For a deep explaination on why using LBQ follow the discussion on this issue on github
We had problems with TCP without LBQ, we switched to UDP but then noticed that the java client used by the Riemann client to send events swallows exceptions when the connection is closed, until this bug will be fixed, I’d recommend using TCP with LBQs as there’s no way to recognise a disconnected UDP client. More on this on the same github issue, just down on the same thread.
Don’t use it as a datastore: a silly mistake: keeping data too long on the index will lead to poor performance, Riemann is designed to process events which have a short life and little state, keeping your events for more than few minutes will lead to obvious performance problems. Make sure you set a reasonable default ttl on the events in the index.
Don’t query the index too often This is the last finding: we were trying to set a flag for maintenance mode when deploying applications, to stop events propagation, however we were querying the index all the times to check if Riemann was set in maintenance mode for a certain application, this was growing somehow the heap allocation day by day. As it’s a recent finding/topic you might find some interesting comments in this github issue.

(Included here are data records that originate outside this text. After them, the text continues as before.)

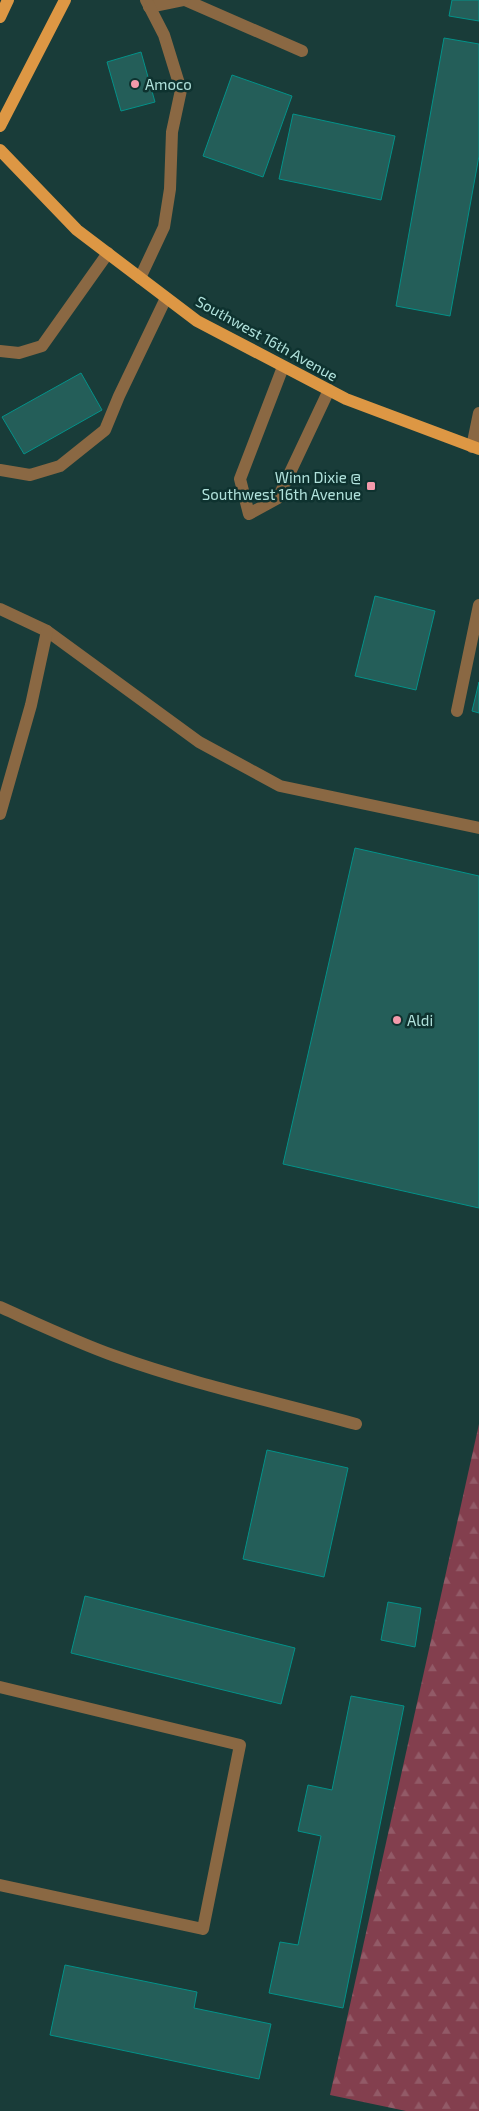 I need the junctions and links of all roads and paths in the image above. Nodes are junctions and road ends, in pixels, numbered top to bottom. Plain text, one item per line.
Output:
1 (8, 0) edge
2 (65, 0) edge
3 (184, 0) edge
4 (147, 3) edge
5 (0, 17) edge
6 (302, 51) dead end
7 (0, 126) edge
8 (0, 150) edge
9 (108, 254) junction
10 (140, 278) junction
11 (166, 298) junction
12 (0, 351) edge
13 (284, 367) junction
14 (329, 390) junction
15 (479, 413) edge
16 (475, 448) edge
17 (0, 470) edge
18 (479, 605) edge
19 (0, 609) edge
20 (47, 631) junction
21 (457, 710) dead end
22 (0, 814) edge
23 (479, 828) edge
24 (0, 1307) edge
25 (356, 1424) dead end
26 (0, 1686) edge
27 (0, 1884) edge

1 - 5 main road
2 - 7 main road
3 - 4 lane
3 - 6 lane
4 - 10 lane
8 - 9 main road, Southwest 16th Avenue
9 - 10 main road, Southwest 16th Avenue
9 - 12 lane
10 - 11 main road, Southwest 16th Avenue
11 - 13 main road, Southwest 16th Avenue
11 - 17 lane
13 - 14 main road, Southwest 16th Avenue
13 - 14 lane
14 - 16 main road, Southwest 16th Avenue
15 - 16 lane
18 - 21 lane
19 - 20 lane
20 - 22 lane
20 - 23 lane
24 - 25 lane
26 - 27 lane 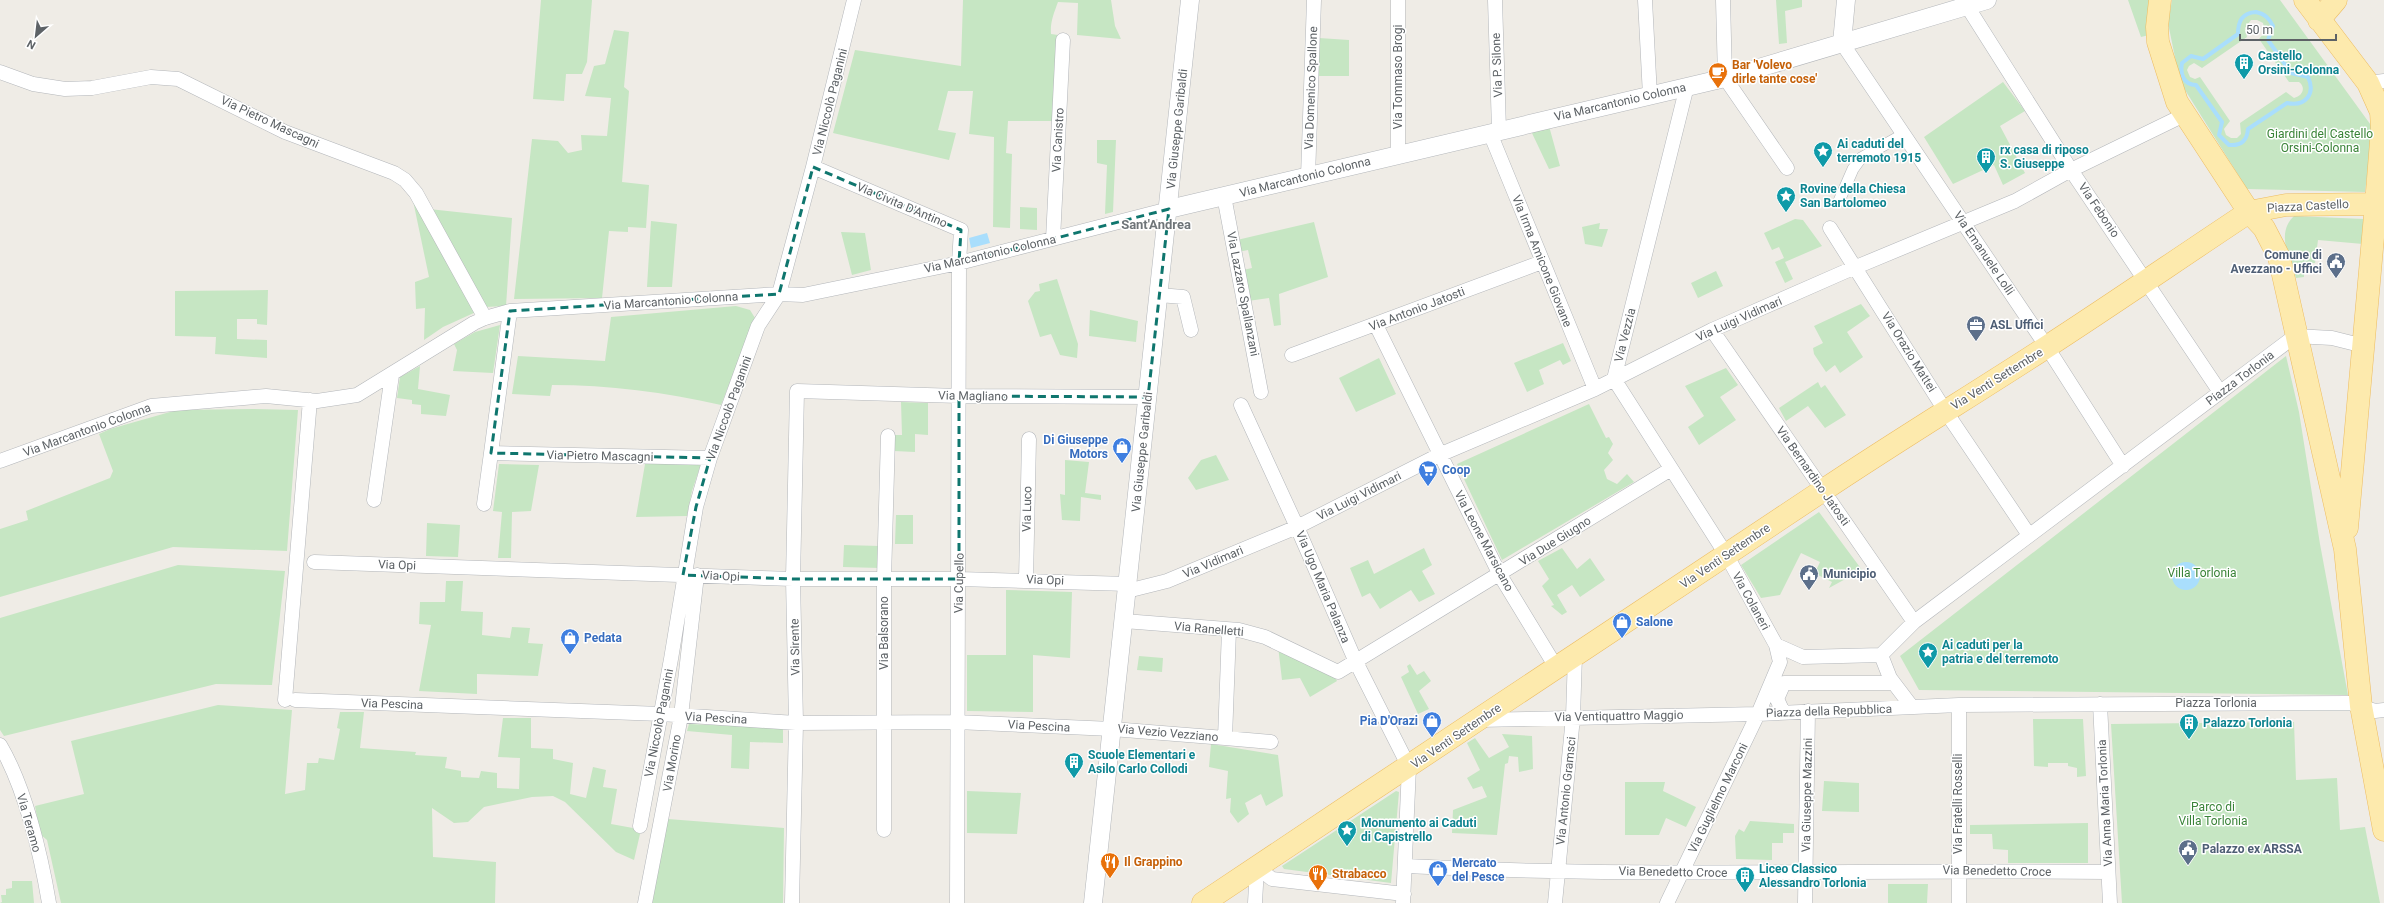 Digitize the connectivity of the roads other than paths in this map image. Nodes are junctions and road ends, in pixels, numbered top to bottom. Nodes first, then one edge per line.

Leverage the java toolset: we configured Riemann to run with NewRelic, Jmx and Yourkit, without these tools it would have been really hard to find out where the problems where, the java command would be enriched with something like:

JMX\_OPTS=" -Djava.rmi.server.hostname=10.250.76.85 -Dcom.sun.management.jmxremote.ssl=false -Dcom.sun.management.jmxremote.authenticate=false -Dcom.sun.management.jmxremote.port=9100 -Dcom.sun.management.jmxremote"  
AGENT\_OPTS="-javaagent:/opt/molsfw/newrelic/newrelic.jar -Dnewrelic.environment=production"  
PROFILER\_OPTS="-agentpath:/opt/molsfw/yourkit/libyjpagent.so"

In conclusion I’ve been very positevely impressed by the tool and by the support and received, the DSL might be a little hard to remember if you don’t play with the code too often but the power of the tool is impressive. Reading the Guardian’s Riemann config has been a great source of inspiration and I encourage whoever can to share their Riemann configuration.